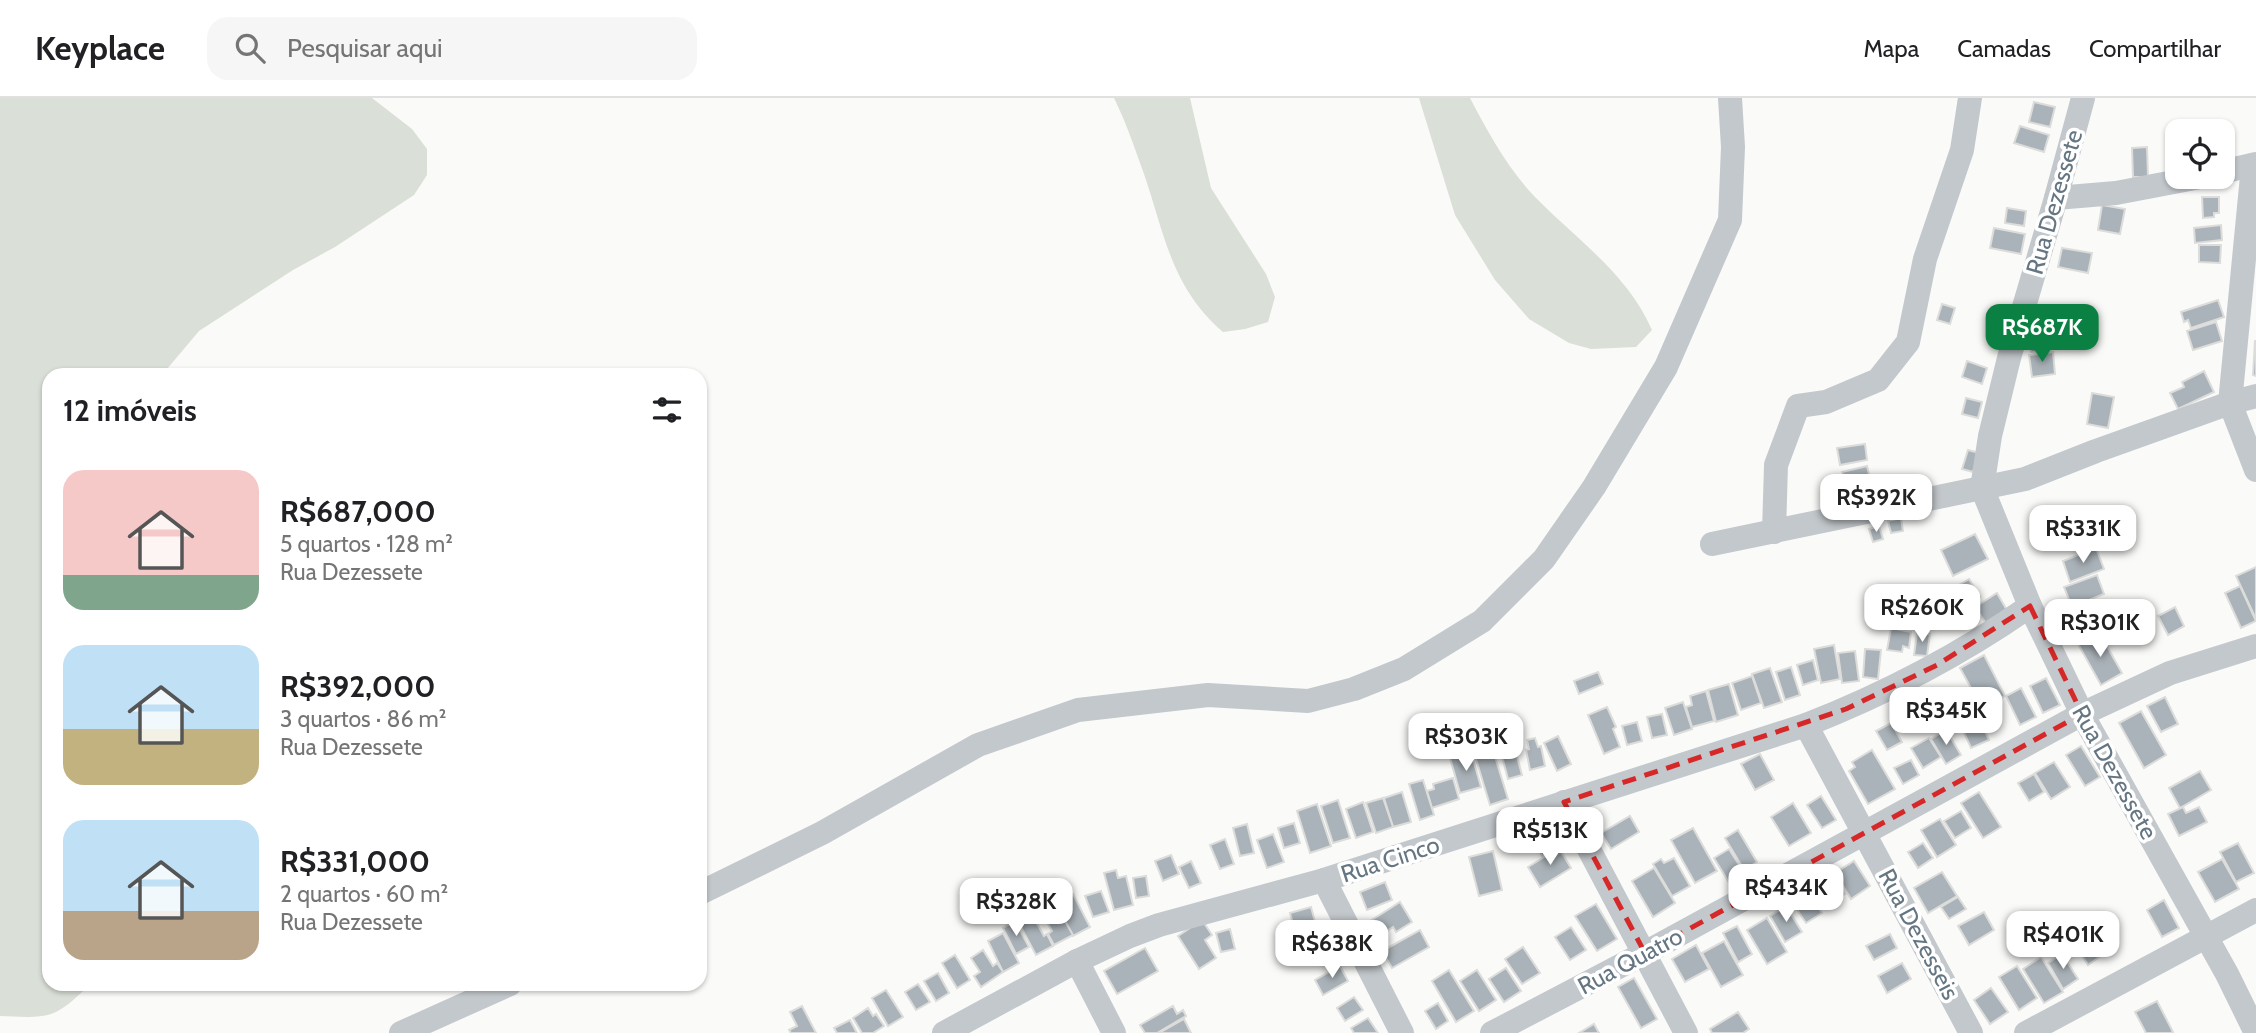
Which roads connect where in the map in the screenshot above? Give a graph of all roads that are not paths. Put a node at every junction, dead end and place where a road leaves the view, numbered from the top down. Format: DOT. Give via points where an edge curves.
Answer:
graph roads {
  1 [pos="1730,98"];
  2 [pos="1970,98"];
  3 [pos="2083,98"];
  4 [pos="2254,165"];
  5 [pos="2235,169"];
  6 [pos="2165,184"];
  7 [pos="2056,198"];
  8 [pos="2256,396"];
  9 [pos="2230,403"];
  10 [pos="2256,470"];
  11 [pos="1982,488"];
  12 [pos="1774,532"];
  13 [pos="1713,544"];
  14 [pos="2031,606"];
  15 [pos="2256,646"];
  16 [pos="2082,714"];
  17 [pos="1805,725"];
  18 [pos="1564,802"];
  19 [pos="1866,834"];
  20 [pos="1324,880"];
  21 [pos="707,889"];
  22 [pos="2256,910"];
  23 [pos="2206,936"];
  24 [pos="1645,953"];
  25 [pos="1077,961"];
  26 [pos="494,991"];
  27 [pos="401,1033"];
  28 [pos="944,1033"];
  29 [pos="1114,1033"];
  30 [pos="1402,1033"];
  31 [pos="1492,1033"];
  32 [pos="1686,1033"];
  33 [pos="1971,1033"];
  34 [pos="2026,1033"];
  35 [pos="2256,1033"];
  1 -- 21 [label="street" via="1730,220 1666,367 1594,487 1544,559 1482,621 1404,669 1308,701 1208,695 1078,710 978,745 822,833"];
  2 -- 12 [label="street" via="1962,150 1925,259 1908,342 1878,380 1826,402 1798,406 1776,465"];
  3 -- 7 [label="street, Rua Dezessete"];
  4 -- 5 [label="street"];
  4 -- 9 [label="street"];
  6 -- 7 [label="street"];
  7 -- 11 [label="street, Rua Dezessete" via="2008,358"];
  8 -- 9 [label="street"];
  9 -- 10 [label="street"];
  9 -- 11 [label="street" via="2025,479"];
  11 -- 12 [label="street"];
  11 -- 14 [label="street, Rua Dezessete"];
  12 -- 13 [label="street"];
  14 -- 16 [label="street, Rua Dezessete"];
  14 -- 17 [label="street, Rua Cinco" via="1894,687"];
  15 -- 16 [label="street, Rua Quatro" via="2170,673"];
  16 -- 19 [label="street, Rua Quatro"];
  16 -- 23 [label="street, Rua Dezessete"];
  17 -- 18 [label="street, Rua Cinco"];
  17 -- 19 [label="street, Rua Dezesseis"];
  18 -- 20 [label="street, Rua Cinco"];
  18 -- 24 [label="street"];
  19 -- 24 [label="street, Rua Quatro"];
  19 -- 33 [label="street, Rua Dezesseis"];
  20 -- 25 [label="street, Rua Cinco" via="1160,925"];
  20 -- 30 [label="street"];
  22 -- 23 [label="street"];
  23 -- 34 [label="street"];
  23 -- 35 [label="street, Rua Dezessete"];
  24 -- 31 [label="street, Rua Quatro"];
  24 -- 32 [label="street"];
  25 -- 28 [label="street, Rua Cinco"];
  25 -- 29 [label="street"];
  26 -- 27 [label="street"];
}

## Assignment:
Report the count of lines in the entries that contain the string "Dezesseis", and nothing besides it.

## Solution to this problem:
2